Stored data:
= = = = = = =

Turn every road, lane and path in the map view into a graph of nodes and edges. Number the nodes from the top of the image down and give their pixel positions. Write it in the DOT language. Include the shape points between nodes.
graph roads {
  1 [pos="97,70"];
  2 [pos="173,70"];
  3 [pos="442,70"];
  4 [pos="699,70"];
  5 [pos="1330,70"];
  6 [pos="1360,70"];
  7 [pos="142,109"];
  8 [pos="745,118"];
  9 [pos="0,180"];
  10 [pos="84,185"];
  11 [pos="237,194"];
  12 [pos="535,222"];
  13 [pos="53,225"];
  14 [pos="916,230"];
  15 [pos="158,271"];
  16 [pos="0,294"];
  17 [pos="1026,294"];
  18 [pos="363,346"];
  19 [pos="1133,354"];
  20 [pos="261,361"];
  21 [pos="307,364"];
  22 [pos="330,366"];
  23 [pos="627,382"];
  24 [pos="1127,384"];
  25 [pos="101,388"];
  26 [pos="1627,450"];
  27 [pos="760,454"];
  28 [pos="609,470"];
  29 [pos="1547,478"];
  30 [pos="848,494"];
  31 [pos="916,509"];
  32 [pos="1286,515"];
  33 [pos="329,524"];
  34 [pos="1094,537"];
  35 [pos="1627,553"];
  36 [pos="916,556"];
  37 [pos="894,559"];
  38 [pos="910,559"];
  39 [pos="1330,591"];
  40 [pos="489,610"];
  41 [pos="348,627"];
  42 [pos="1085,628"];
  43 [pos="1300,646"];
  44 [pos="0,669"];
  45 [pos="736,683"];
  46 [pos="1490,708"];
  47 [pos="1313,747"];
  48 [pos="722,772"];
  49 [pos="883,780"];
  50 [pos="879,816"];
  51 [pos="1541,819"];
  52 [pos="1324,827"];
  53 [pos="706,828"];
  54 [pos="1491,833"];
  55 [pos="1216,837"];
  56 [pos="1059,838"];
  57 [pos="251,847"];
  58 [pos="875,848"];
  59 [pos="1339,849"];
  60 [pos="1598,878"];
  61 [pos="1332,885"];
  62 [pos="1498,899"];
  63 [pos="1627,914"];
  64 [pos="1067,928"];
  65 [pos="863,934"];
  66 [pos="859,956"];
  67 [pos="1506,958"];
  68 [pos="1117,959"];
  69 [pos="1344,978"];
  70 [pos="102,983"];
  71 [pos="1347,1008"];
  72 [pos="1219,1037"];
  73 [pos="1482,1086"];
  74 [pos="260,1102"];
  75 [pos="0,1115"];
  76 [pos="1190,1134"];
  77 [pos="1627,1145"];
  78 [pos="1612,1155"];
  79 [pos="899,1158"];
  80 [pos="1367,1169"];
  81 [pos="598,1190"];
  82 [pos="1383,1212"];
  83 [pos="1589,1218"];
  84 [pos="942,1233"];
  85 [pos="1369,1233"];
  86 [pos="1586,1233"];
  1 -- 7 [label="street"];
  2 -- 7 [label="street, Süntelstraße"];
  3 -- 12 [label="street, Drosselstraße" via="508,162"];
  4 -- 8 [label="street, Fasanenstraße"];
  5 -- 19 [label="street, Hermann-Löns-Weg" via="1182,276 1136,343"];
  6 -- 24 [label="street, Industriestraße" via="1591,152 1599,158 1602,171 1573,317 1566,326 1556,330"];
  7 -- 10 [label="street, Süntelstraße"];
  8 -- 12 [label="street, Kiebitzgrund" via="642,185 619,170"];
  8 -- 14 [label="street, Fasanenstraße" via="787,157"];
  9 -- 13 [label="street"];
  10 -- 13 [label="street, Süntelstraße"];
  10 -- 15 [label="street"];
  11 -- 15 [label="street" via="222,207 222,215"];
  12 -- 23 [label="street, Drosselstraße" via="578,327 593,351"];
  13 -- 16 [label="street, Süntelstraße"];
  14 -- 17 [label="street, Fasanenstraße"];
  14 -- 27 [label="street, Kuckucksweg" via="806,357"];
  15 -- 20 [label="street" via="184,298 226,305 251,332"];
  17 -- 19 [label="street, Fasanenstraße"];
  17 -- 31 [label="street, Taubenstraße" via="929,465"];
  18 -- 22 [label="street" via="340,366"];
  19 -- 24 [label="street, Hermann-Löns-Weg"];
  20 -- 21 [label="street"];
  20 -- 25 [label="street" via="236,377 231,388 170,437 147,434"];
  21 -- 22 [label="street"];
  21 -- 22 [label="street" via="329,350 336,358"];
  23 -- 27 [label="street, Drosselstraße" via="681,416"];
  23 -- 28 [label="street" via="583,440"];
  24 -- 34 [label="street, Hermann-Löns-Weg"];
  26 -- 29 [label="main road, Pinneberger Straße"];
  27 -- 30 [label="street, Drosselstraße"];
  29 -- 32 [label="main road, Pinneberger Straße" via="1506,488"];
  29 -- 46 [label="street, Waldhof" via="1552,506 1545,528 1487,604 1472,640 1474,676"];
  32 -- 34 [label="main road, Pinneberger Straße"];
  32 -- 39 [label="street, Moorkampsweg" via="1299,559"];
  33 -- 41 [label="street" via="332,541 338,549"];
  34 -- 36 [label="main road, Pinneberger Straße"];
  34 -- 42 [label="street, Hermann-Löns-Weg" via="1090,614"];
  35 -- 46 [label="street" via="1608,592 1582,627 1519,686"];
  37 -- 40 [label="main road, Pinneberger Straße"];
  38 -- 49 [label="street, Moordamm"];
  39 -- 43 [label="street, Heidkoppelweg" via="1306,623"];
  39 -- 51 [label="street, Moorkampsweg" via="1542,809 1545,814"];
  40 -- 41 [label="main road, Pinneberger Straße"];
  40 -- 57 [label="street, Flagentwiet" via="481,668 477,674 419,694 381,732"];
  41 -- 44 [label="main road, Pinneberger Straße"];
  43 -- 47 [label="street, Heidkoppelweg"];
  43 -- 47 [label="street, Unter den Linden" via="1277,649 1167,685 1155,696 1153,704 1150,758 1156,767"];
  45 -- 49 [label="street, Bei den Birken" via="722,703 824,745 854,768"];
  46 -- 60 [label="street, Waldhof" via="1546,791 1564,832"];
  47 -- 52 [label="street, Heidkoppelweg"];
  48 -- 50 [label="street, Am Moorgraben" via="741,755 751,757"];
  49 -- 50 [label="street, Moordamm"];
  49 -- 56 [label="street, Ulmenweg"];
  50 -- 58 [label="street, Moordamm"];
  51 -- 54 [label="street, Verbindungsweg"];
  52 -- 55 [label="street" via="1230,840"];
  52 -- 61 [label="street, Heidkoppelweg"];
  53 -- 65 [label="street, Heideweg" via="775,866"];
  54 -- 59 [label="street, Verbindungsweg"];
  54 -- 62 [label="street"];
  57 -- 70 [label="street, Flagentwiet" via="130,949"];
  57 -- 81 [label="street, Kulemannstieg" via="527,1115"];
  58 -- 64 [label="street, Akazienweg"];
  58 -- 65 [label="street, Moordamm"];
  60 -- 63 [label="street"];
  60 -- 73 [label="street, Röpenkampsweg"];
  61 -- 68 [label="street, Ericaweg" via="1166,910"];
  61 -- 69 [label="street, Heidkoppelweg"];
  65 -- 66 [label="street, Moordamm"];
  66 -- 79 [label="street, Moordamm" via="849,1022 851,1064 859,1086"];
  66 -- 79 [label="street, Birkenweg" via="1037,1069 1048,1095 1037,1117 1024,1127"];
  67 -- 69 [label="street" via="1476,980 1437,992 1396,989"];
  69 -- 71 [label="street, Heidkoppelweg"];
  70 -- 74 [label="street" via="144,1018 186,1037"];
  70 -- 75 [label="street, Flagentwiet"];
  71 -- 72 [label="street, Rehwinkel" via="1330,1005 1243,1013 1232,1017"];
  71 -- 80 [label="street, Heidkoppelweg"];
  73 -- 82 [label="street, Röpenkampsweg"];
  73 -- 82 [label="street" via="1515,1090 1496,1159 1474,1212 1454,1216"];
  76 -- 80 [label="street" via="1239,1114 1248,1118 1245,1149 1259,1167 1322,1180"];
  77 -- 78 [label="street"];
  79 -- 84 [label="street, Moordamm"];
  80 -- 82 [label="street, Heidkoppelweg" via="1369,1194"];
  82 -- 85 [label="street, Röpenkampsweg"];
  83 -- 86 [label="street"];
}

= = = = = = =

Would you filter the records and copy out each line containing "main"?

§ Exercise response
  26 -- 29 [label="main road, Pinneberger Straße"];
  29 -- 32 [label="main road, Pinneberger Straße" via="1506,488"];
  32 -- 34 [label="main road, Pinneberger Straße"];
  34 -- 36 [label="main road, Pinneberger Straße"];
  37 -- 40 [label="main road, Pinneberger Straße"];
  40 -- 41 [label="main road, Pinneberger Straße"];
  41 -- 44 [label="main road, Pinneberger Straße"];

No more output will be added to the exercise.